How to deserialize an array of JSON objects into a HashMap<key, struct> where key is one of the fields

296 Views Asked by At

I am struggling to instruct serde to deserialize a JSON array of objects into a HashMap whose key is found from one of the fields of the object and value is a struct built out of the remaining keys of the object. Here's a simplified example:

[
  {"name" : "John", "age" : 11, "registry" : true},
  {"name" : "Clyde", "age" : 14, "registry" : false},
  {"name" : "Bob", "age" : 12, "registry" : true}
]

Now I need to deserialize the whole JSON into AllPeople with each object getting deserialized into Person:

use std::collections::HashMap;

struct AllPeople(HashMap<String, Person>);

struct Person {
    age: u32,
    registry: bool,
}

I'd like for the value associated with the "name" field of the JSON object to serve as the key for the AllPeople map.

  1. Is there a way to achieve this using any macros provided by serde?
  2. If not, how do I modify the behavior of deserialize to handle this?
2

There are 2 best solutions below

0
On BEST ANSWER

You can do this by specifying a custom deserialization function in your wrapper via #[serde(deserialize_with = "mappify")]:

use serde::Deserializer;
use serde::Deserialize;
use std::collections::HashMap;

#[derive(Debug)]
struct Person {
    age: u32,
    registry: bool,
}
#[derive(Deserialize)]
struct JsonPerson {
    age: u32,
    registry: bool,
    name: String,
}

#[derive(Deserialize, Debug)]
struct AllPeople(#[serde(deserialize_with = "mappify")] HashMap<String, Person>);

fn mappify<'de, D>(de: D) -> Result<HashMap<String, Person>, D::Error>
where
    D: Deserializer<'de>,
{
    use serde::de::*;
    struct ItemsVisitor;
    impl<'de> Visitor<'de> for ItemsVisitor {
        type Value = HashMap<String, Person>;

        fn expecting(&self, formatter: &mut std::fmt::Formatter) -> std::fmt::Result {
            formatter.write_str("a sequence of items")
        }

        fn visit_seq<V>(self, mut seq: V) -> Result<HashMap<String, Person>, V::Error>
        where
            V: SeqAccess<'de>,
        {
            let mut map = HashMap::with_capacity(seq.size_hint().unwrap_or(0));

            while let Some(item) = seq.next_element::<JsonPerson>()? {
                let JsonPerson {
                    age,
                    registry,
                    name,
                } = item;
                match map.entry(name) {
                    std::collections::hash_map::Entry::Occupied(entry) => {
                        return Err(serde::de::Error::custom(format!(
                            "Duplicate entry {}",
                            entry.key()
                        )))
                    }
                    std::collections::hash_map::Entry::Vacant(entry) => {
                        entry.insert(Person { age, registry })
                    }
                };
            }
            Ok(map)
        }
    }

    de.deserialize_seq(ItemsVisitor)
}

Playground

Note that as mentioned in the issue linked by @ChayimFriedman, the performance benefits are questionable and probably not worth the wordiness.
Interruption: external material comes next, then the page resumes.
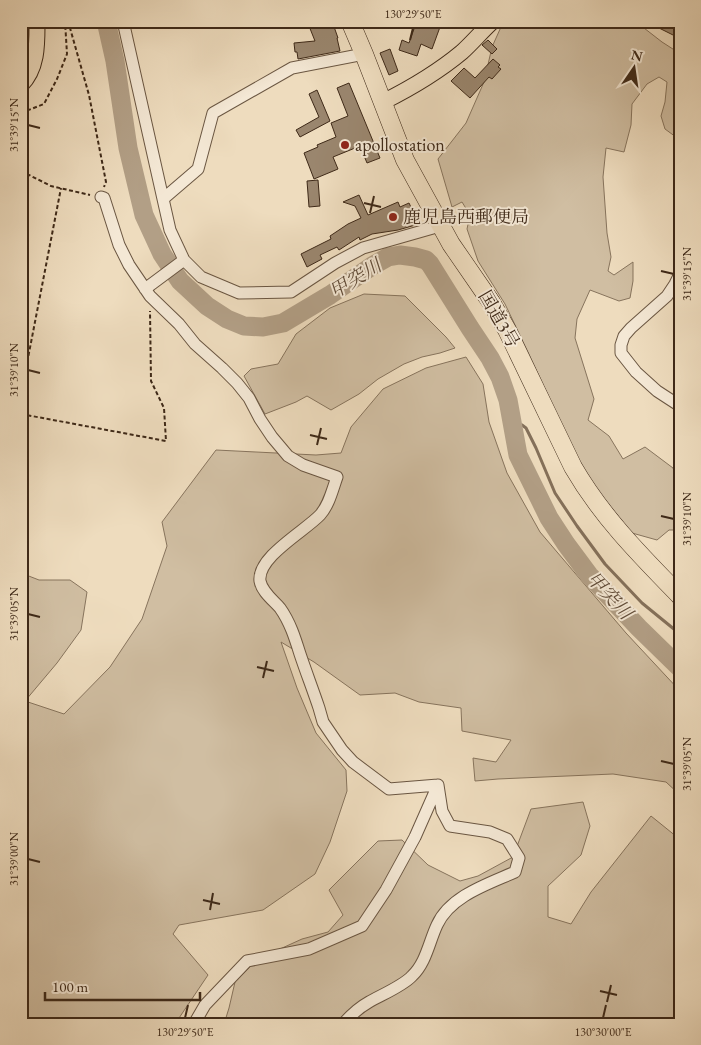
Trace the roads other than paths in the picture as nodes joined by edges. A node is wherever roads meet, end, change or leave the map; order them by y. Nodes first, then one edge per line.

Possibly, the Vec is even faster, because it doesn't need to do the complicated resizing of a hashmap during adding.

Personally, I'd probably go with

#[derive(Deserialize, Debug)]
#[serde(try_from = "Vec<JsonPerson>")]
struct AllPeople(HashMap<String, Person>);

impl TryFrom<Vec<JsonPerson>> for AllPeople {
    type Error = String;

    fn try_from(value: Vec<JsonPerson>) -> Result<Self, Self::Error> {
        // This could be value.into_iter().map(…).collect(), but I care about duplicates.
        let mut map = HashMap::with_capacity(value.len());
        for item in value {
            let JsonPerson {
                age,
                registry,
                name,
            } = item;
            match map.entry(name) {
                std::collections::hash_map::Entry::Occupied(entry) => {
                    return Err(format!("Duplicate entry {}", entry.key()))
                }
                std::collections::hash_map::Entry::Vacant(entry) => {
                    entry.insert(Person { age, registry })
                }
            };
        }
        Ok(AllPeople(map))
    }
}

Playground


Side note: I feel like serde_with::serde_as should be able to do that with something like

struct AllPeople(#[serde_as(as = "Seq<JsonPerson>")] HashMap<String, Person>);

but I've only been able to get it to produce a Vec<(String, Person)>. If somebody can demonstrate serde_as, that'd be neat.

2
On

I'm not sure that its possible to serialize the data directly into the hashtable, but you should be able to do something like this:

use std::collections::HashMap;
use serde::{Serialize, Deserialize};

#[derive(Serialize, Deserialize, Debug)]
struct JsonPerson {
    name: String,
    age: u32,
    registry: bool,
}

#[derive(Debug)]
struct Person {
    age: u32,
    registry: bool,
}

fn main() {
    let people: Vec<JsonPerson> = serde_json::from_str("<your json string>").unwrap();
    let mut all_people: HashMap<String, Person> = HashMap::new();
    for person in people {
        let key = person.name; 
        let value = Person { age: person.age, registry: person.registry };
        all_people.insert(key, value);
    }
    println!("{:#?}", all_people);
}